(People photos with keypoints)
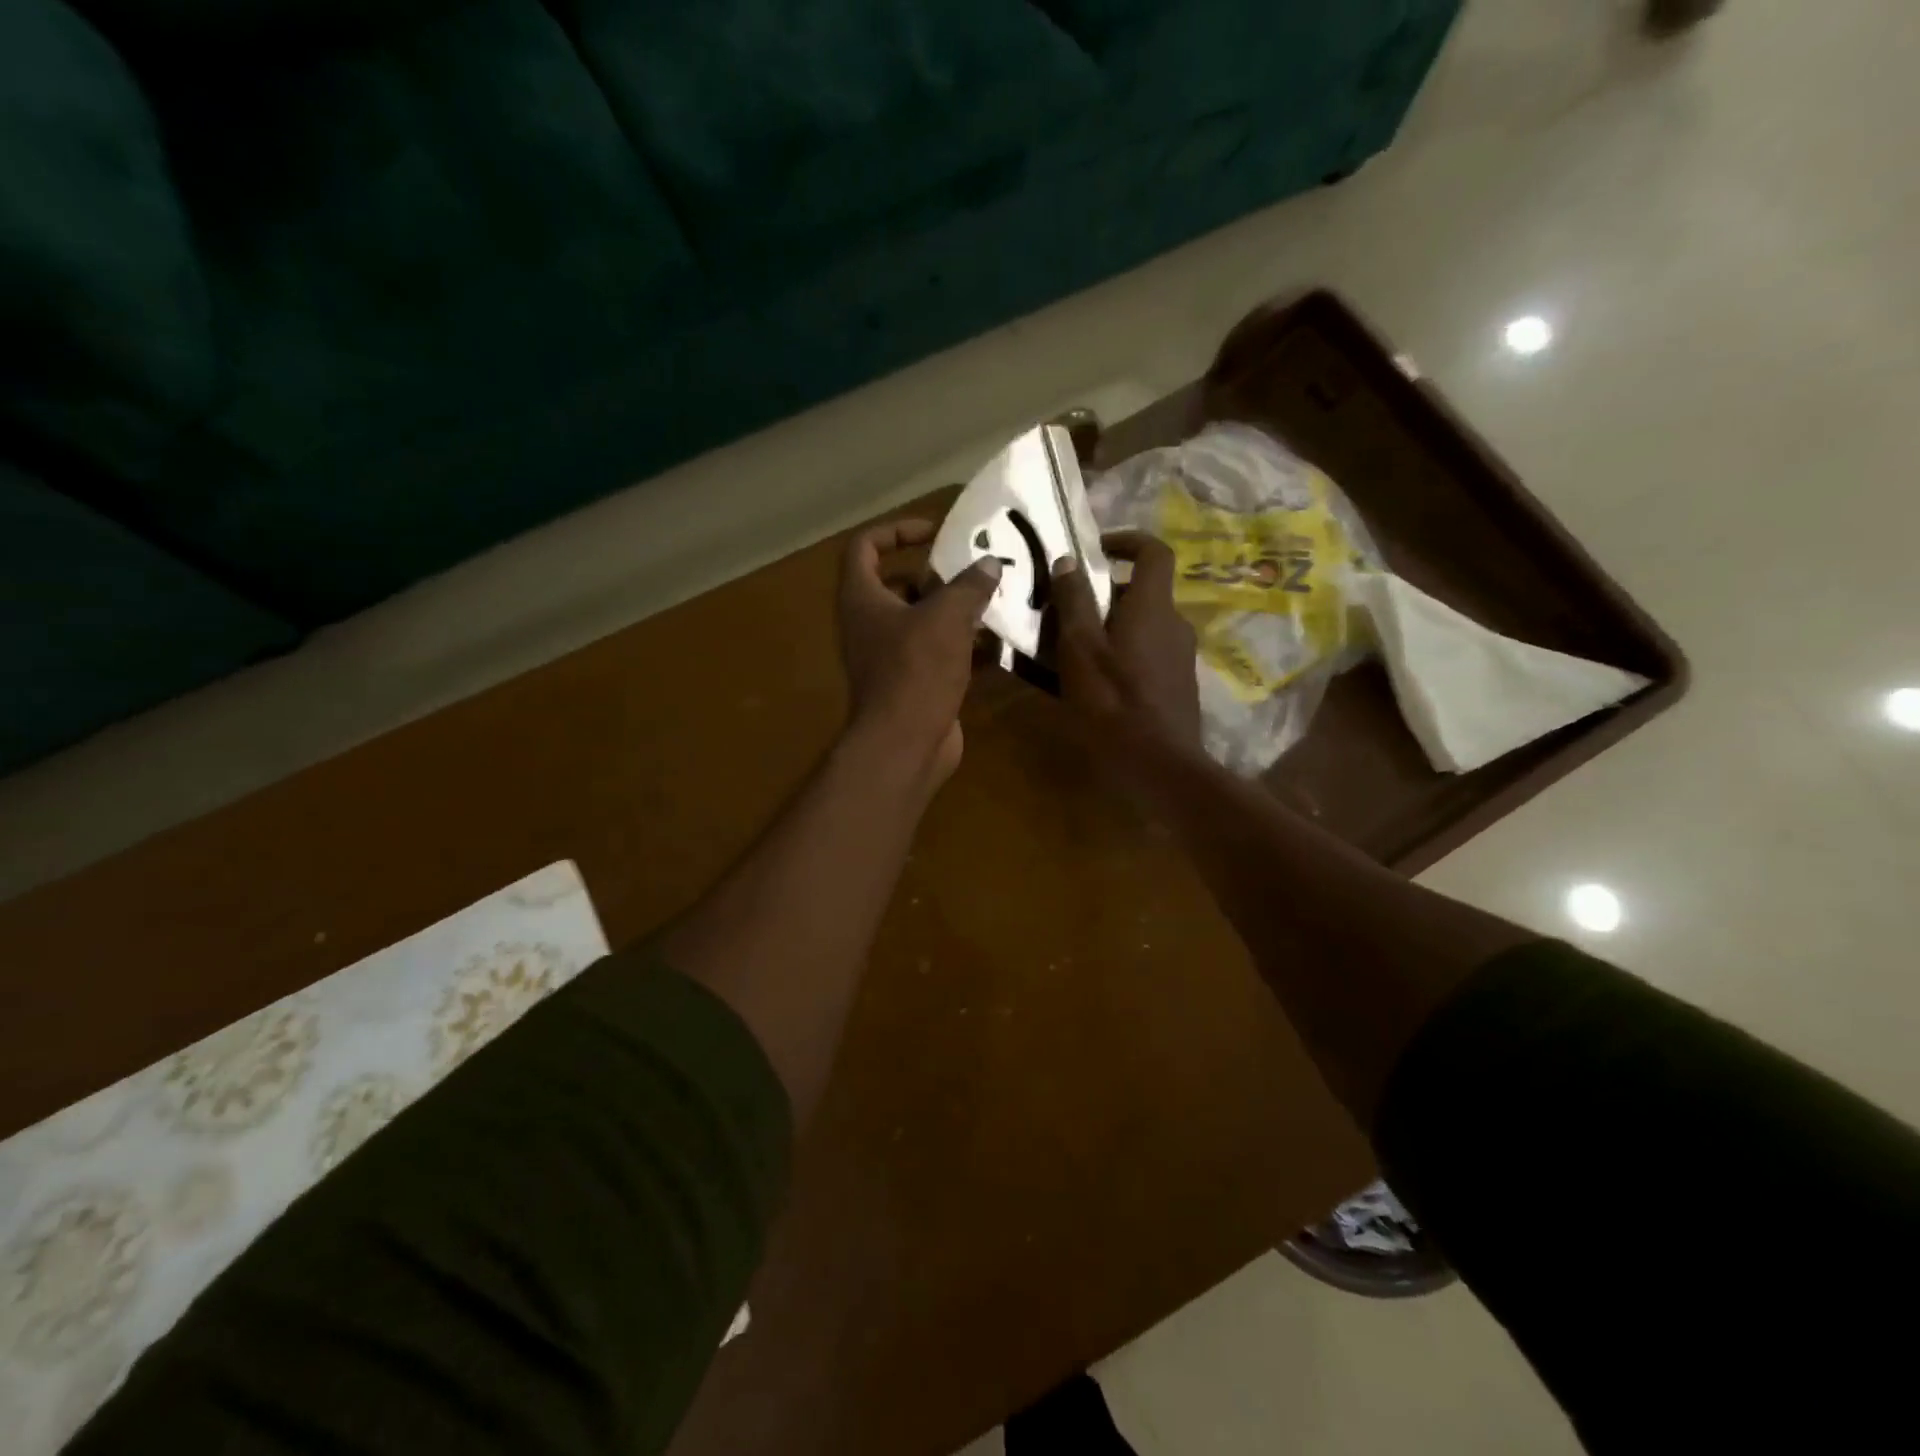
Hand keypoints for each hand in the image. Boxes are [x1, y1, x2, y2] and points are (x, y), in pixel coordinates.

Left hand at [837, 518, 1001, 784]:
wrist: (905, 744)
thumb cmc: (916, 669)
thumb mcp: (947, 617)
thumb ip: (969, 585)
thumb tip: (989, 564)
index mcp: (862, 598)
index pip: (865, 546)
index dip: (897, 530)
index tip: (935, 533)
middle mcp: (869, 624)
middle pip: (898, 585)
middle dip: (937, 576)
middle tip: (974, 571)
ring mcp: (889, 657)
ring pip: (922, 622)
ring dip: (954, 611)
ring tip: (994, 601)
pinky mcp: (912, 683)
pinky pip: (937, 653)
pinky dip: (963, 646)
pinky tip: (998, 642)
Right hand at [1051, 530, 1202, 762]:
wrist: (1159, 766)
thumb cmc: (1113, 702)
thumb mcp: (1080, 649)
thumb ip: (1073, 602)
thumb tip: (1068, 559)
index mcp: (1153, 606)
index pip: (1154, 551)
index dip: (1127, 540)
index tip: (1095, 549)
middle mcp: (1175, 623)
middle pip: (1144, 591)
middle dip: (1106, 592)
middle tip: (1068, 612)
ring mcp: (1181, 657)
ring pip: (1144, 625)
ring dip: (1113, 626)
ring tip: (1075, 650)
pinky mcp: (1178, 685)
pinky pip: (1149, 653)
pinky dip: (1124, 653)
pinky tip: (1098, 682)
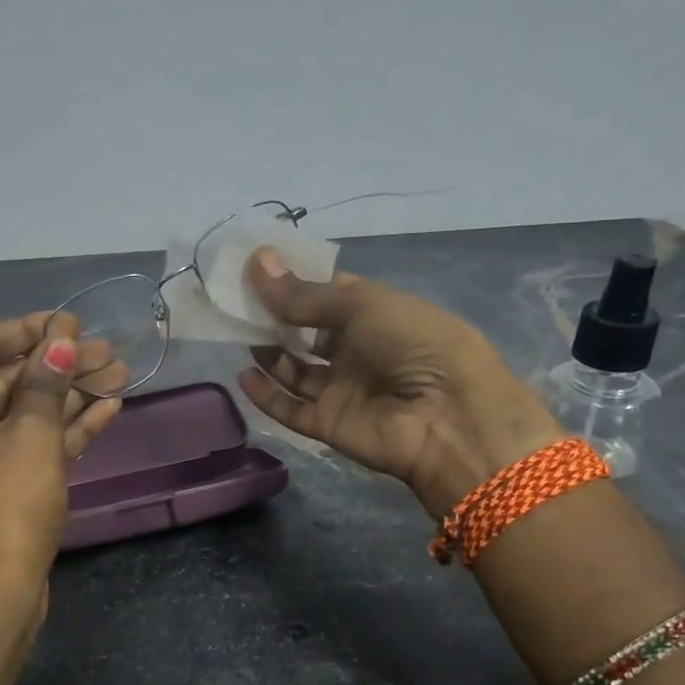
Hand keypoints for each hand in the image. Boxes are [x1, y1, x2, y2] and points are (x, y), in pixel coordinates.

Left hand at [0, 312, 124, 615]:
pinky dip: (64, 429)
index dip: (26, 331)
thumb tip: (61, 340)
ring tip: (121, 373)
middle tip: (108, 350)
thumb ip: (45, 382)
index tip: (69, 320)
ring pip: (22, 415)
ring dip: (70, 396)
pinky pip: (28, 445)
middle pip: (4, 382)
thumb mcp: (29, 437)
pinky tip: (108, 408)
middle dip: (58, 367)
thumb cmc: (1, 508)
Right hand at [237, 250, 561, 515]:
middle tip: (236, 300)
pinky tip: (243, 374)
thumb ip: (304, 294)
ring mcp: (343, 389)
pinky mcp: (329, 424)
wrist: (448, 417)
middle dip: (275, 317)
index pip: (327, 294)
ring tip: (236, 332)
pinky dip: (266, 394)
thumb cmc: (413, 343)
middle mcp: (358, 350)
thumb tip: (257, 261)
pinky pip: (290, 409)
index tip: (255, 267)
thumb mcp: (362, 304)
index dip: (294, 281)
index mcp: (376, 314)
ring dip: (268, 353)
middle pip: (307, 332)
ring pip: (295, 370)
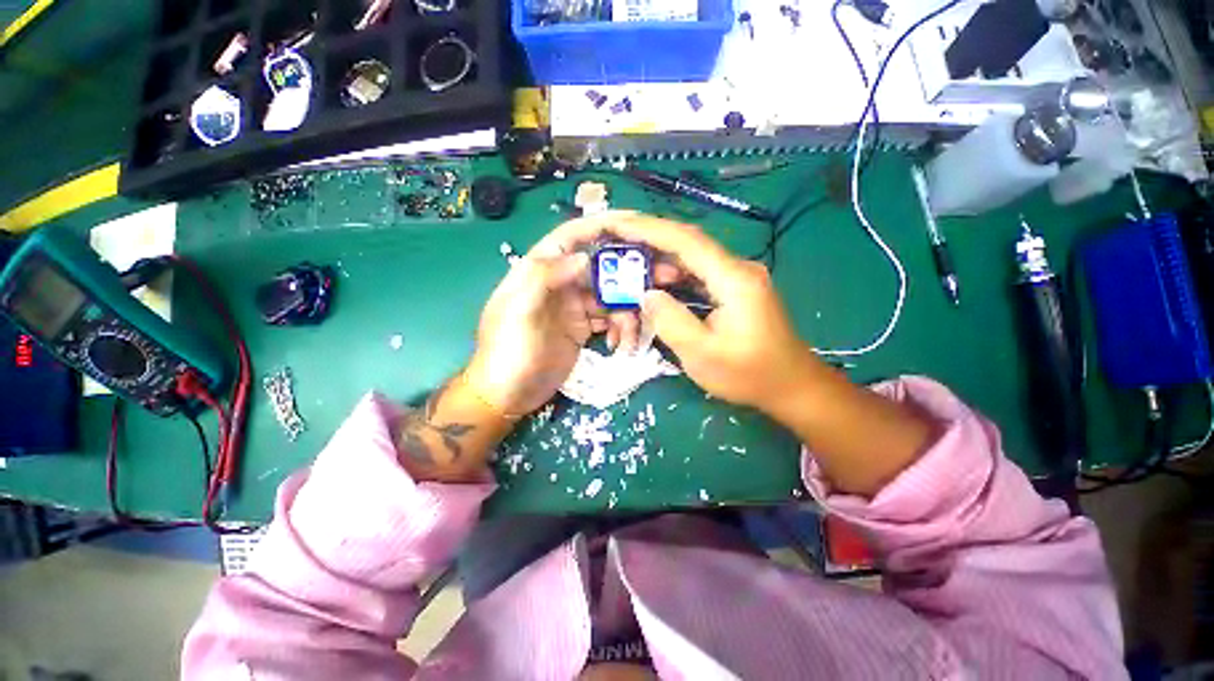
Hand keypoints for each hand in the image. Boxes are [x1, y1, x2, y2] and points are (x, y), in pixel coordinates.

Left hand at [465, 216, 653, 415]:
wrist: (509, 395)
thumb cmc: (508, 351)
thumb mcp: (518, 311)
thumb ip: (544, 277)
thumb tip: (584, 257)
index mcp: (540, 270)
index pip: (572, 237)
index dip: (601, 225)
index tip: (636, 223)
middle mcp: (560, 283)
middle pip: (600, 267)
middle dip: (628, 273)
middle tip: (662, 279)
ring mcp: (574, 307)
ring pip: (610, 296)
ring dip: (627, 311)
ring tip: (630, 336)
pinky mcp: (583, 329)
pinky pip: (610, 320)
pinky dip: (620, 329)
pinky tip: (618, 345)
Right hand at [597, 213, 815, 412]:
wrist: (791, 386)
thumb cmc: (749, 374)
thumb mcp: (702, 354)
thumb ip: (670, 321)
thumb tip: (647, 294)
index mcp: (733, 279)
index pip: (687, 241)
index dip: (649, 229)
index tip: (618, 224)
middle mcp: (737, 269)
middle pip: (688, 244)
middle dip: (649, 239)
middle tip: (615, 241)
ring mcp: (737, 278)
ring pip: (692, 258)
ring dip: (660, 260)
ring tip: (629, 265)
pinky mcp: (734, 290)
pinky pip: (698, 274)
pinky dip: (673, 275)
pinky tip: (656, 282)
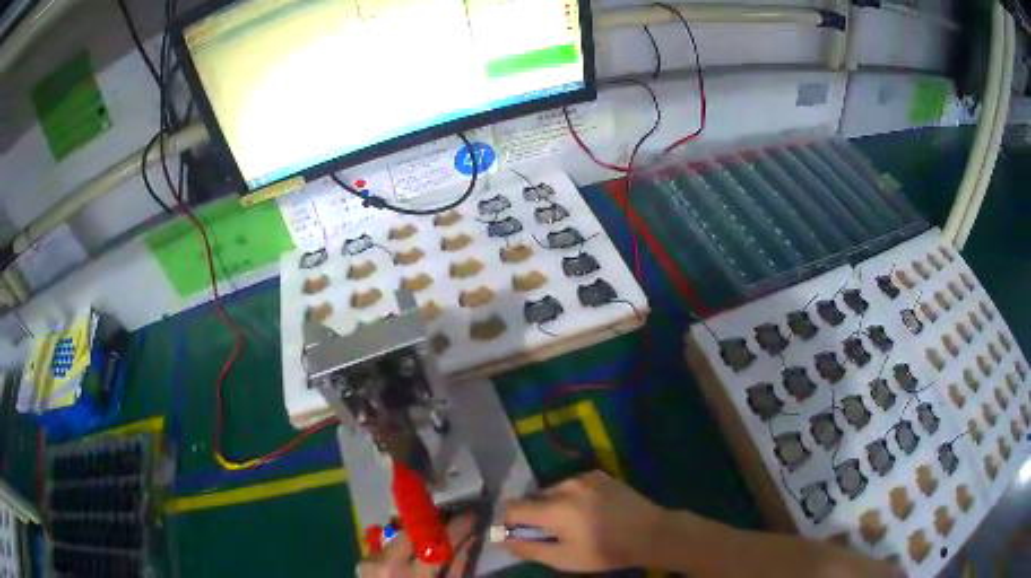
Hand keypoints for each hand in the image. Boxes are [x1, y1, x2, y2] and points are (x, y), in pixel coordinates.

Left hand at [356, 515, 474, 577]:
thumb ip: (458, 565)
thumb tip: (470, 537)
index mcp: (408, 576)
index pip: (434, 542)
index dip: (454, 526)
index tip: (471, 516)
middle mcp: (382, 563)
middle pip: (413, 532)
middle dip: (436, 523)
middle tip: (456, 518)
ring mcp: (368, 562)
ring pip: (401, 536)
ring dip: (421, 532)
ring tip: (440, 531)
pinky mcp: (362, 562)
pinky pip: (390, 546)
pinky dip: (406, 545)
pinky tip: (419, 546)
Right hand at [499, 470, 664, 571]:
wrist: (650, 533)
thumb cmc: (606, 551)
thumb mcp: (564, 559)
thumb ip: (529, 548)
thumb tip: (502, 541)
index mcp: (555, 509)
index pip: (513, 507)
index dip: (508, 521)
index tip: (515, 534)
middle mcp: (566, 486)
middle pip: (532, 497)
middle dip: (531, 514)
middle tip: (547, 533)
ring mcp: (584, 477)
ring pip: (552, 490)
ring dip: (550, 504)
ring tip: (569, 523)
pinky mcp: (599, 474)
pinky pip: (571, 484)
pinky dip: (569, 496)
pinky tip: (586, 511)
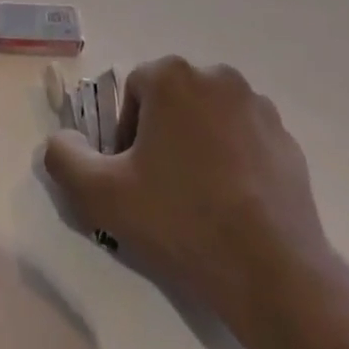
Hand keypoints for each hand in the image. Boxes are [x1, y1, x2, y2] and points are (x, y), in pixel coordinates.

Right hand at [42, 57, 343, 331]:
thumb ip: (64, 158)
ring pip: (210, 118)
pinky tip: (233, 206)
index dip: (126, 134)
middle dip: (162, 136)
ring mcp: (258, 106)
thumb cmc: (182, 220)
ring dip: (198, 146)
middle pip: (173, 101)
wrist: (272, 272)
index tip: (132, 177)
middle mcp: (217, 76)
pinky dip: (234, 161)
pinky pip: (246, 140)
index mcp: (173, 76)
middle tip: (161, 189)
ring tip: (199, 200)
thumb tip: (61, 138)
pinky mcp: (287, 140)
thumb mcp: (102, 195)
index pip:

ASSIGNMENT
Your job is to transcribe the entries above exactly; skip the pictures.

ANSWER BELOW
Hand keypoints for each hand in the image. Boxes are [x1, y1, x2, y2] and points are (x, y), in pixel coordinates.

Left hand at [837, 518, 1001, 784]:
wrist: (905, 744)
thumb cmc: (916, 669)
thumb mcp: (947, 617)
thumb ip: (969, 585)
thumb tip: (989, 564)
index mcp: (862, 598)
index pip: (865, 546)
index dip: (897, 530)
index tip: (935, 533)
middle mcp: (869, 624)
middle pip: (898, 585)
middle dip: (937, 576)
middle tip: (974, 571)
ring mcp: (889, 657)
ring pip: (922, 622)
ring dip: (954, 611)
ring tip: (994, 601)
pinky mcp: (912, 683)
pinky pip: (937, 653)
pinky dip: (963, 646)
pinky tip: (998, 642)
Right hand at [1051, 530, 1202, 762]:
wrist: (1159, 766)
thumb cmc: (1113, 702)
thumb mcp: (1080, 649)
thumb ip: (1073, 602)
thumb tip: (1068, 559)
index mcp: (1153, 606)
index pip: (1154, 551)
index dip: (1127, 540)
index tip: (1095, 549)
middle mcp: (1175, 623)
middle pip: (1144, 591)
middle dip: (1106, 592)
middle tip: (1068, 612)
ring mcp: (1181, 657)
ring pip: (1144, 625)
ring dip: (1113, 626)
ring tip: (1075, 650)
pinky mcp: (1178, 685)
pinky pip: (1149, 653)
pinky dip: (1124, 653)
pinky tip: (1098, 682)
Hand keypoints for each hand in the image. Boxes are [x1, y1, x2, y2] and points are (x, y), in pixel coordinates.

Left hand at [0, 312, 124, 615]:
pinky dip: (64, 429)
index dip: (26, 331)
thumb tip: (61, 340)
ring tip: (121, 373)
middle tip: (108, 350)
thumb ip: (45, 382)
index tip: (69, 320)
ring pip: (22, 415)
ring dip: (70, 396)
pinky pip: (28, 445)
middle pip: (4, 382)
thumb mcp: (29, 437)
pinky tip: (108, 408)
middle dip: (58, 367)
thumb cmc: (1, 508)
Right hand at [237, 250, 561, 515]:
middle tip: (236, 300)
pinky tip: (243, 374)
thumb ip: (304, 294)
ring mcp: (343, 389)
pinky mcp: (329, 424)
wrist: (448, 417)
middle dip: (275, 317)
index pip: (327, 294)
ring tip: (236, 332)
pinky dip: (266, 394)
thumb cmc: (413, 343)
middle mcp: (358, 350)
thumb tip: (257, 261)
pinky pip: (290, 409)
index tip: (255, 267)
thumb mcp: (362, 304)
index dip: (294, 281)
index mcp: (376, 314)
ring dip: (268, 353)
middle pip: (307, 332)
ring pip: (295, 370)
Hand keypoints for each hand in the image. Boxes are [x1, y1, x2, y2] and points are (x, y), in pixel coordinates.

Left hand at [465, 216, 653, 415]:
wrist: (509, 395)
thumb cmc: (508, 351)
thumb mcp: (518, 311)
thumb ip: (544, 277)
thumb tip: (584, 257)
index mcp: (540, 270)
index pip: (572, 237)
index dip: (601, 225)
index tip: (636, 223)
middle mcp: (560, 283)
middle pip: (600, 267)
middle dip: (628, 273)
middle tip: (662, 279)
ring mcp: (574, 307)
ring pip: (610, 296)
ring dip: (627, 311)
ring tip: (630, 336)
pinky mcp: (583, 329)
pinky pip: (610, 320)
pinky dip: (620, 329)
pinky tip: (618, 345)
Right hand at [597, 213, 815, 412]:
wrist: (791, 386)
thumb cmc: (749, 374)
thumb mcp: (702, 354)
thumb ip: (670, 321)
thumb tip: (647, 294)
index mcp: (733, 279)
index pip: (687, 241)
index dip: (649, 229)
index tip: (618, 224)
middle mcp: (737, 269)
middle pip: (688, 244)
middle dip: (649, 239)
middle tip: (615, 241)
ring mcp: (737, 278)
ring pip: (692, 258)
ring dip: (660, 260)
ring tip: (629, 265)
pinky mcp: (734, 290)
pinky pip: (698, 274)
pinky dip: (673, 275)
pinky tip: (656, 282)
Hand keypoints for each hand in the image. Boxes are [x1, y1, x2, y2] and points are (x, y), in pixel coordinates.

Left hand at [356, 515, 474, 577]:
thumb ip: (458, 565)
thumb tip: (470, 537)
index mcp: (408, 576)
index pip: (434, 542)
index dip: (454, 526)
index tip: (471, 516)
middle mcp: (382, 563)
middle pip: (413, 532)
middle dip: (436, 523)
middle tip: (456, 518)
ring mcp: (368, 562)
ring pip: (401, 536)
ring dip: (421, 532)
ring tip: (440, 531)
pinky mcp: (362, 562)
pinky pip: (390, 546)
pinky dip: (406, 545)
pinky tip: (419, 546)
Right hand at [499, 470, 664, 571]:
wrist: (650, 533)
thumb cmc: (606, 551)
thumb mcp: (564, 559)
thumb ip: (529, 548)
thumb tip: (502, 541)
index mcp: (555, 509)
index pip: (513, 507)
index dip: (508, 521)
index tip: (515, 534)
middle mcp: (566, 486)
middle pip: (532, 497)
middle dip: (531, 514)
middle tip: (547, 533)
ring mcp: (584, 477)
ring pip: (552, 490)
ring dip: (550, 504)
ring tip: (569, 523)
pinky mcp: (599, 474)
pinky pip: (571, 484)
pinky dip: (569, 496)
pinky tip: (586, 511)
Hand keypoints for each hand in the image. Boxes are [x1, y1, x2, y2] and points are (x, y), in pixel coordinates.

Right hand at [42, 57, 343, 331]:
thumb ip: (64, 158)
ring pip: (210, 118)
pinky tip: (233, 206)
index dip: (126, 134)
middle dip: (162, 136)
ring mcp: (258, 106)
thumb cmc: (182, 220)
ring dip: (198, 146)
middle pip: (173, 101)
wrist: (272, 272)
index tip: (132, 177)
middle mcp: (217, 76)
pinky dip: (234, 161)
pinky pip: (246, 140)
index mcp: (173, 76)
middle tip: (161, 189)
ring tip: (199, 200)
thumb tip: (61, 138)
pinky mcp: (287, 140)
thumb mcp: (102, 195)
index pip:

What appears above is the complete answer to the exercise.